Start of Record extracts

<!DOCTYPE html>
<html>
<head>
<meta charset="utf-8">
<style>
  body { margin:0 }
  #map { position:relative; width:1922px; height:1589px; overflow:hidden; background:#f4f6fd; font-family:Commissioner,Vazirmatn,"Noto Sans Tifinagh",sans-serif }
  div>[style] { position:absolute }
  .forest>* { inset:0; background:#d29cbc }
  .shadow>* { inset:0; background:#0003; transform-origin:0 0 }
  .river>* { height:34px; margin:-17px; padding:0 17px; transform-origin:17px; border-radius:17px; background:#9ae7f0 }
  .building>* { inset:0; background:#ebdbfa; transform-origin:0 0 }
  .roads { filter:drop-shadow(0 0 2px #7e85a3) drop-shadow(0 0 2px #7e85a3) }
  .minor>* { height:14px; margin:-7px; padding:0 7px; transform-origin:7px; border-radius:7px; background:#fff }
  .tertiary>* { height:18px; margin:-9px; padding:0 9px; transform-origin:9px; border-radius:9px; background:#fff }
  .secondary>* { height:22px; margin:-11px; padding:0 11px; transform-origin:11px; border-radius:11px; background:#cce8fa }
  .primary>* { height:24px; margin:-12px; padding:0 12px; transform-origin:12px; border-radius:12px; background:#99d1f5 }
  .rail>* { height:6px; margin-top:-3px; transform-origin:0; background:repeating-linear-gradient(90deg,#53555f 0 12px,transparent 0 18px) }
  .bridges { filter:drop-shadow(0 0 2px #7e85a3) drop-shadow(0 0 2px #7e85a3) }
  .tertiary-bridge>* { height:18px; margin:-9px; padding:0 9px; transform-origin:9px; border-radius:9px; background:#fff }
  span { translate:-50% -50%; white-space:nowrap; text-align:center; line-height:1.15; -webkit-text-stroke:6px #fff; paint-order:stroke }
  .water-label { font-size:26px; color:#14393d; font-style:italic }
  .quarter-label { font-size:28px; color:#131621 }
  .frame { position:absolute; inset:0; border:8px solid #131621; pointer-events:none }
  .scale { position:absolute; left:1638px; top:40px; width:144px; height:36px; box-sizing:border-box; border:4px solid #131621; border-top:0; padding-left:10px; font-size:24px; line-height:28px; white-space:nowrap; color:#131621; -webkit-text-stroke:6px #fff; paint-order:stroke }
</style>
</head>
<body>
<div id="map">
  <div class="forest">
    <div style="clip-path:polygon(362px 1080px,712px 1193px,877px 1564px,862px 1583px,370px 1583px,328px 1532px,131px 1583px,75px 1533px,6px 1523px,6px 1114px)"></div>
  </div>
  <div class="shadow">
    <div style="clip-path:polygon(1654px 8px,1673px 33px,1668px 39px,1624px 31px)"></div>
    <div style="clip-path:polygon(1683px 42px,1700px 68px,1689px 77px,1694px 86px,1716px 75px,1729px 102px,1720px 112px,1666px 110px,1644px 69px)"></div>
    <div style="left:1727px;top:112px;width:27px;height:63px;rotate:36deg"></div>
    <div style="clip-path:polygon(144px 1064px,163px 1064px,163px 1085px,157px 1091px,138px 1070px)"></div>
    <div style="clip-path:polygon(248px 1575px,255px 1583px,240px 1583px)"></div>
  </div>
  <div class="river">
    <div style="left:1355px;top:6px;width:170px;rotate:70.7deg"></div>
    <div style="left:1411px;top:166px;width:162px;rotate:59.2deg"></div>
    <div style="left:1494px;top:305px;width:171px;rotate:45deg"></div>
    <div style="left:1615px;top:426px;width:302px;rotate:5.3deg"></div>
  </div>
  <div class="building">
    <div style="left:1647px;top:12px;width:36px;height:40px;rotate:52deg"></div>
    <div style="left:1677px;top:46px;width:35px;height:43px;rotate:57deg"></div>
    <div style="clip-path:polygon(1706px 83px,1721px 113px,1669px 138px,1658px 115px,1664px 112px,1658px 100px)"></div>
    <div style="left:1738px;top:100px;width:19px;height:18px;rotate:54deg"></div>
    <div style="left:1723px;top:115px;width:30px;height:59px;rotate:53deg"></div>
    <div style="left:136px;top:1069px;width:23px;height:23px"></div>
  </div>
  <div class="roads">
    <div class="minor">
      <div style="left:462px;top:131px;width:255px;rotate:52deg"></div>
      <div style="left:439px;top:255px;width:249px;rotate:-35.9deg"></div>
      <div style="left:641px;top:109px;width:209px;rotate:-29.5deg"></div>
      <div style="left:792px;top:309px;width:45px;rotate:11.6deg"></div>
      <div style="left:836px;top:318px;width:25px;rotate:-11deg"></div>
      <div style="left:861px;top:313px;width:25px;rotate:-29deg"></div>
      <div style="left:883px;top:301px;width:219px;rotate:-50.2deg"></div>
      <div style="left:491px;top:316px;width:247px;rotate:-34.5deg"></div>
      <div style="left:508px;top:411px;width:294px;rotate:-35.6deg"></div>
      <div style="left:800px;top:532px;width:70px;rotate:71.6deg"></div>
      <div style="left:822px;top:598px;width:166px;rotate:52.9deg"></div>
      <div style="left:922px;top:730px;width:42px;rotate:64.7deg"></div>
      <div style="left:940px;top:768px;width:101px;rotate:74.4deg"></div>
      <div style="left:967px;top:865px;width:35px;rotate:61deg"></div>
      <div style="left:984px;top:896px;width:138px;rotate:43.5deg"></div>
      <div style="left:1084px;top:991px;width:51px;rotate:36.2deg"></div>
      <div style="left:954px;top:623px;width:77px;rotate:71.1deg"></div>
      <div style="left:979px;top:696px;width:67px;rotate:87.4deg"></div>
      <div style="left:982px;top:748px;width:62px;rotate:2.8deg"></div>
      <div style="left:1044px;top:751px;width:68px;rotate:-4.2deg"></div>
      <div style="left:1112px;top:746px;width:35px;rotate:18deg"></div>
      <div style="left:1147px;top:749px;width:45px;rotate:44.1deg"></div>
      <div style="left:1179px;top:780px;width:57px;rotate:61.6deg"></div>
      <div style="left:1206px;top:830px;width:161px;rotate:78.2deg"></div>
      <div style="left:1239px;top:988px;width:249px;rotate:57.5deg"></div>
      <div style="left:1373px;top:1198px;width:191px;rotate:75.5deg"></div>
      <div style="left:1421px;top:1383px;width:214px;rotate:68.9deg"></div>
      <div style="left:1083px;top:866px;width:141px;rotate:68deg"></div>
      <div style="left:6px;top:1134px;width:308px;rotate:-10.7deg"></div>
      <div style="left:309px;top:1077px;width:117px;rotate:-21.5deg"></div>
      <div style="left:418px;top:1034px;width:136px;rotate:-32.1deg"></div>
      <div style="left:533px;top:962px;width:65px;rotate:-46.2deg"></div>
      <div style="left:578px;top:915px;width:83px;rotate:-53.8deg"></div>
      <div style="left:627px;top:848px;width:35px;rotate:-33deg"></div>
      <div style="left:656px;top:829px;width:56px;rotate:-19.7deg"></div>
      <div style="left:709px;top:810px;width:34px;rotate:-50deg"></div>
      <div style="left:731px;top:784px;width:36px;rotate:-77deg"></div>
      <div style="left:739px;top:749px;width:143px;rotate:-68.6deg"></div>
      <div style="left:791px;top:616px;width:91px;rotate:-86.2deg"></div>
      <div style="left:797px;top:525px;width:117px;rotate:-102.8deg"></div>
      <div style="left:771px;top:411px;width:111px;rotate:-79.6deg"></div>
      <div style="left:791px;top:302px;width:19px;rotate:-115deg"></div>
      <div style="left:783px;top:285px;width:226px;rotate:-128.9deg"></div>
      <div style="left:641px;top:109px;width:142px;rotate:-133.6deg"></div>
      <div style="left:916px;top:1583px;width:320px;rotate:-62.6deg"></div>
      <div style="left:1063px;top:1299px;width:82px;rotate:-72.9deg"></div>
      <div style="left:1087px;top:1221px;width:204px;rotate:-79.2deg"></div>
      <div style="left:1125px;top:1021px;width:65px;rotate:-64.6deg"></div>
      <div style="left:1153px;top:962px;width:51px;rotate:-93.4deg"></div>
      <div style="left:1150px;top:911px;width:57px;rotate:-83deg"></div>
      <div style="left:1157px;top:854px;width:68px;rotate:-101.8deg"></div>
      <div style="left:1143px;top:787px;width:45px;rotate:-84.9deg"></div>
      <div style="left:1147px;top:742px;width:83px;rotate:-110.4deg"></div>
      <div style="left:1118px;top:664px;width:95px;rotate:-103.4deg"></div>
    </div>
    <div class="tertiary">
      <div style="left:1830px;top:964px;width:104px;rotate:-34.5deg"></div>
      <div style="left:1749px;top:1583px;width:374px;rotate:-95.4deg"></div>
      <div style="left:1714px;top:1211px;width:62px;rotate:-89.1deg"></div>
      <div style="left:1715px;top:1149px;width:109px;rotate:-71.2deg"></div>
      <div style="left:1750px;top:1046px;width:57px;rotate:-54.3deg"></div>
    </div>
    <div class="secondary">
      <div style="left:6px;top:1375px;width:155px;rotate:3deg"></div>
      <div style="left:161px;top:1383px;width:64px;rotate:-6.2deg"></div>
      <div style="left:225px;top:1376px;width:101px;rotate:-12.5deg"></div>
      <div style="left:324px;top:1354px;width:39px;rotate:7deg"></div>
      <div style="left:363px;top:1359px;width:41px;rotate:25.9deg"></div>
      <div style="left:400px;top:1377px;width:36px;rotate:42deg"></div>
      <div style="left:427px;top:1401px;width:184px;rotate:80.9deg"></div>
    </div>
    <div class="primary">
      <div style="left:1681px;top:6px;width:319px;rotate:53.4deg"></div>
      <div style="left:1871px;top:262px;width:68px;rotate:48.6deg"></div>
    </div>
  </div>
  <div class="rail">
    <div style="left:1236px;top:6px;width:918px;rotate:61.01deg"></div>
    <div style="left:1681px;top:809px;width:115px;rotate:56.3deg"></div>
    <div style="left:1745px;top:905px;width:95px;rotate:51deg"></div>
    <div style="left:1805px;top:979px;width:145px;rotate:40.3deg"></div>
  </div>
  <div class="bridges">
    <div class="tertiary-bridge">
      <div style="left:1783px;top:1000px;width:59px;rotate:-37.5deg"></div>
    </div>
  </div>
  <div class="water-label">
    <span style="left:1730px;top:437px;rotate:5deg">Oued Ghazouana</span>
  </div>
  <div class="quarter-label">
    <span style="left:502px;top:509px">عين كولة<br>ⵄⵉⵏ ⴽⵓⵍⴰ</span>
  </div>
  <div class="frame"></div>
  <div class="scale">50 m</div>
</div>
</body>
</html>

End of Record extracts

▸ What this task involves
Reproduce, exactly and without additions, the run of lines from the start of the listing above to the line bearing "position:relative; width:1922px; height:1589px;", inclusive.

▸ Answer to the problem
<!DOCTYPE html>
<html>
<head>
<meta charset="utf-8">
<style>
  body { margin:0 }
  #map { position:relative; width:1922px; height:1589px; overflow:hidden; background:#f4f6fd; font-family:Commissioner,Vazirmatn,"Noto Sans Tifinagh",sans-serif }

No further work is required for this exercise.